La historia de la Pampa no es solo productiva: es violenta. A fines del siglo XIX, tras la Conquista del Desierto, el Estado argentino repartió millones de hectáreas entre militares, políticos y financistas porteños. No hubo reforma agraria ni proyecto campesino. La tierra quedó en manos del 2 % de la población. No hubo República Federal ni justicia social: hubo latifundio, puerto y subordinación al capital externo.

La elite terrateniente, a diferencia de las burguesías europeas o asiáticas, no reinvirtió en nación. Exportó granos, carne y ganancias. Importó estilo de vida, objetos de lujo y saber técnico. No impulsó industria, educación rural ni ciencia nacional. Su lógica fue clara: sacar, acumular, volver a Europa.

Así nació una Argentina que —a diferencia de Estados Unidos con su Ley de Homestead, o Francia tras la Revolución— nunca integró a su población productora. El campo argentino, en vez de generar ciudadanía, generó vasallaje. Y el ejército fue su garante: reprimió huelgas rurales, sofocó movimientos sociales, aseguró el orden de la desigualdad.

Pero hoy ese poder ha mutado.

La Pampa Húmeda ya no es el centro exclusivo del poder argentino. Hoy el poder está distribuido en enclaves estratégicos subordinados al capital financiero global: litio en el norte, energía en Vaca Muerta, puertos privatizados, bancos offshore, acuerdos con fondos buitre, plataformas digitales extranjeras, y una clase política subordinada que oficia de intermediaria.

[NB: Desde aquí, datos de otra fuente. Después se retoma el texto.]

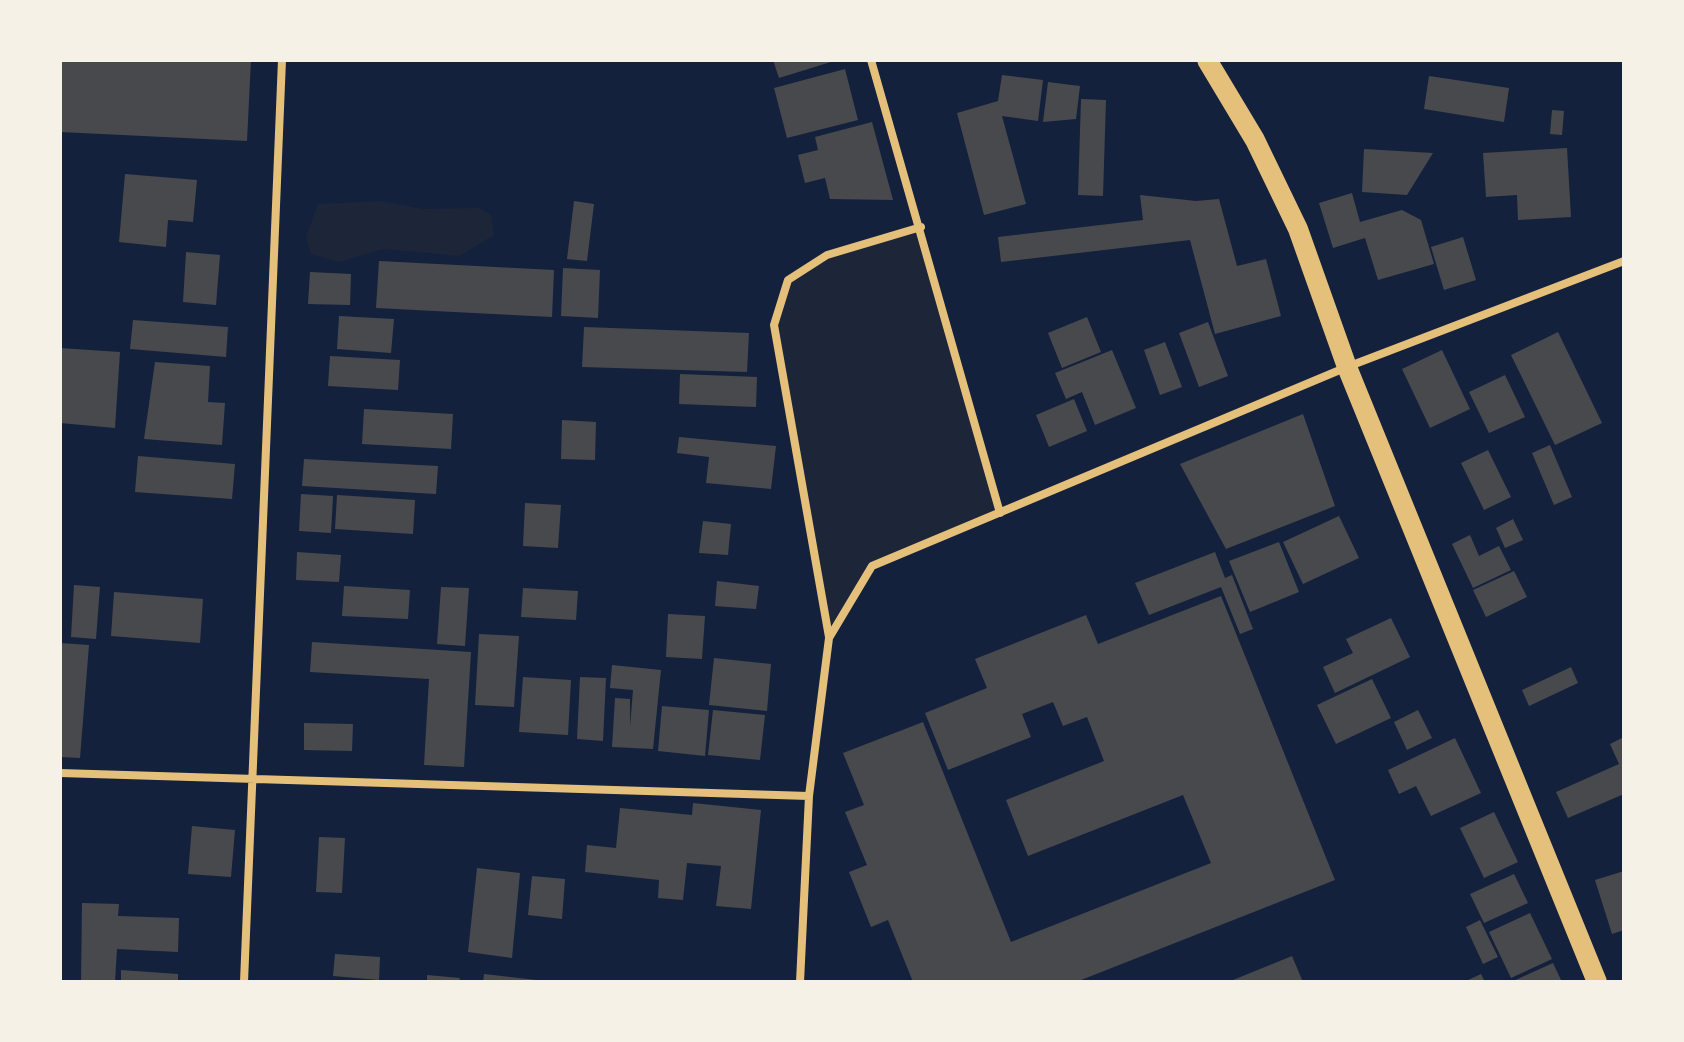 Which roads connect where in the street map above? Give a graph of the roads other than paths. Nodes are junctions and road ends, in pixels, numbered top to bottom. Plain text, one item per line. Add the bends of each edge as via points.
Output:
1 (282, 60) edge
2 (871, 60) edge
3 (1207, 60) edge
4 (921, 227) junction
5 (1624, 261) edge
6 (1347, 367) junction
7 (1000, 513) junction
8 (829, 638) junction
9 (60, 773) edge
10 (254, 781) junction
11 (809, 796) junction
12 (244, 982) edge
13 (800, 982) edge
14 (1597, 982) edge

1 - 10 street
2 - 4 street
3 - 6 main road via 1255,140 1298,229
4 - 7 street
4 - 8 street via 827,255 788,280 774,325
5 - 6 street
6 - 7 street
6 - 14 main road
7 - 8 street via 872,566
8 - 11 street
9 - 10 street
10 - 11 street
10 - 12 street
11 - 13 street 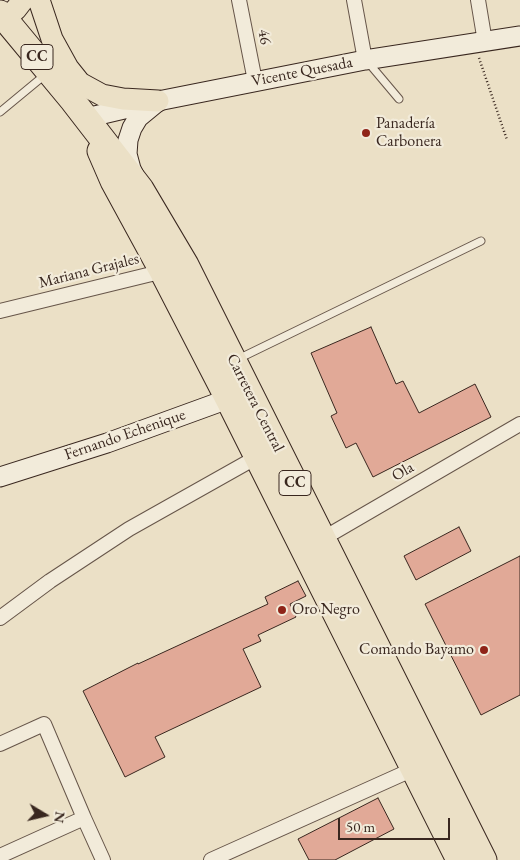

El viejo modelo agroexportador no desapareció: fue absorbido y resignificado por una lógica aún más amplia de saqueo estructural. Ya no se trata solo de grano y renta agraria: se trata de litio, datos, petróleo, deuda, tierra y hasta futuro. La concentración sigue, pero con nuevos actores y nuevas reglas.

El hilo común sigue siendo la ausencia de proyecto nacional.

Aquel campo que nunca reinvirtió en su pueblo hoy encuentra su espejo en las nuevas elites financieras y tecnológicas: tampoco devuelven nada. Tampoco integran. Tampoco imaginan un país. Solo extraen. Solo ganan. Solo huyen.

Y así como en el siglo XIX se distribuyó tierra sin justicia, hoy se entregan recursos estratégicos sin soberanía. Así como entonces se vendió el territorio al extranjero, hoy se venden los datos, el litio, los puertos, el cielo, el subsuelo. Todo, menos una idea de nación.